Abstract This study develops a new approach to improve simulations of the particulate matter of aerodynamic diameter smaller than 2.5 μm (PM2.5) in the Community Multiscale Air Quality (CMAQ) model via assimilation of Moderate Resolution Imaging Spectroradiometer (MODIS) aerosol optical depth (AOD) retrievals using the Gridpoint Statistical Interpolation (GSI) system. In contrast to previous studies that only consider errors due to transport, our computation of the background error covariance matrix incorporates uncertainties in anthropogenic emissions. To understand the impact of this approach, three experiments (one background and two assimilations) are performed over the contiguous United States (CONUS) from 15 July to 14 August 2014. The background CMAQ experiment significantly underestimates both the MODIS AOD and surface PM2.5 levels. MODIS AOD assimilation pushes both the CMAQ AOD and surface PM2.5 distributions toward the observed distributions, but CMAQ still underestimates the observations.
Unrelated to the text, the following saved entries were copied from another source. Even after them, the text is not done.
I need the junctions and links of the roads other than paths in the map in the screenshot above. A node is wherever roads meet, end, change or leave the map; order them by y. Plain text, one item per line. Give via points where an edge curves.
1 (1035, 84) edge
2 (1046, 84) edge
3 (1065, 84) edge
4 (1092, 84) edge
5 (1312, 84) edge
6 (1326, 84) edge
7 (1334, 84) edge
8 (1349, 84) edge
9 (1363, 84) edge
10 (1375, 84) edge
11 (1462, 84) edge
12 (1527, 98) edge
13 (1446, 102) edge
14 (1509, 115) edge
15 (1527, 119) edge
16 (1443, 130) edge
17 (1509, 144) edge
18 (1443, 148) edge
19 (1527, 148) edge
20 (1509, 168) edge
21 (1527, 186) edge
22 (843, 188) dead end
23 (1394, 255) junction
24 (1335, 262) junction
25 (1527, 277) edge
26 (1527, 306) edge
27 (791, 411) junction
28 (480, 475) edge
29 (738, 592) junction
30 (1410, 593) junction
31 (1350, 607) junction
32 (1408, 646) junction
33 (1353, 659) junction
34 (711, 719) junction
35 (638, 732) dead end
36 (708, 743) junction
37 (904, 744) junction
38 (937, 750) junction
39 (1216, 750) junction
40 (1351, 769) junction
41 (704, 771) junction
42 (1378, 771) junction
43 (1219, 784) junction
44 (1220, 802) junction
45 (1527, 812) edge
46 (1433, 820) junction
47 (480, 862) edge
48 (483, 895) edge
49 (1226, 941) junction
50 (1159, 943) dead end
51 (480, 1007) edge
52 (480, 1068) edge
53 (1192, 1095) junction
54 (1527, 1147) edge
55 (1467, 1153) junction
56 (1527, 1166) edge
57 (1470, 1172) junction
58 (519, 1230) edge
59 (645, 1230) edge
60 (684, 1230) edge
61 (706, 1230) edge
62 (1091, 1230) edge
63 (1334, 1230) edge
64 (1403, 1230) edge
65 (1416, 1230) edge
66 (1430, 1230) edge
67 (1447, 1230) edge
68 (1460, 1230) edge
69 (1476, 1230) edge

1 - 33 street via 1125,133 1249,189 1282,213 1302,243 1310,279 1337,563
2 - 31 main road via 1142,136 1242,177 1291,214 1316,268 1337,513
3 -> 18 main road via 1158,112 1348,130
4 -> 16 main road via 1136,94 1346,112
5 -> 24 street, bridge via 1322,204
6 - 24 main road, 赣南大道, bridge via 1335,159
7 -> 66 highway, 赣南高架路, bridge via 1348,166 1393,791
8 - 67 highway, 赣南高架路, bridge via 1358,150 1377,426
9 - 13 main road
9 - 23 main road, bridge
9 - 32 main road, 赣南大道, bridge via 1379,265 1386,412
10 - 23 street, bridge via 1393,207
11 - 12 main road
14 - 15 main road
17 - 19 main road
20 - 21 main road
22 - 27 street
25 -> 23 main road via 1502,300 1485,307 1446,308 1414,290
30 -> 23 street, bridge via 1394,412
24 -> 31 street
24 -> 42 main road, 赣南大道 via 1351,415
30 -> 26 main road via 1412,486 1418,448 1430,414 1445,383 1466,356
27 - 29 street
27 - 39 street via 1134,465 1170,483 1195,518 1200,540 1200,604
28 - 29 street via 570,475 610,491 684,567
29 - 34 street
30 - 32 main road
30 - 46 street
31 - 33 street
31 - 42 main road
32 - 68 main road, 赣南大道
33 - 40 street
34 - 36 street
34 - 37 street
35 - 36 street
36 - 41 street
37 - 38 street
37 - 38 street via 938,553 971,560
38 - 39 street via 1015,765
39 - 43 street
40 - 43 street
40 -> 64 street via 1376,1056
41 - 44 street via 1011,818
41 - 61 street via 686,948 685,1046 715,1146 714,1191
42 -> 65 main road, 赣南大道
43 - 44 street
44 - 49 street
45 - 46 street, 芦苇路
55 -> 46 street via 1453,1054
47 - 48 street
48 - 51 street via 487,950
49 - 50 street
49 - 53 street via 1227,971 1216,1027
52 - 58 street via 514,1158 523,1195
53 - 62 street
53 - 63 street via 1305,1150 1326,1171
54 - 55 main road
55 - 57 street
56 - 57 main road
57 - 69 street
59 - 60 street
Averaged over CONUS, the two assimilation experiments with and without including the anthropogenic emission uncertainties improve the correlation coefficient between the model and independent observations of PM2.5 by 67% and 48%, respectively, and reduces the mean bias by 38% and 10%, respectively. The assimilation improves the model performance everywhere over CONUS, except the New York and Wisconsin, where CMAQ overestimates the observed PM2.5 during nighttime after assimilation likely because of overcorrection of aerosol mass concentrations by the AOD assimilation. Future work should incorporate uncertainties in other processes (biomass burning and biogenic emissions, deposition, chemistry, transport, and boundary conditions) to further enhance the value of assimilating spaceborne AOD retrievals.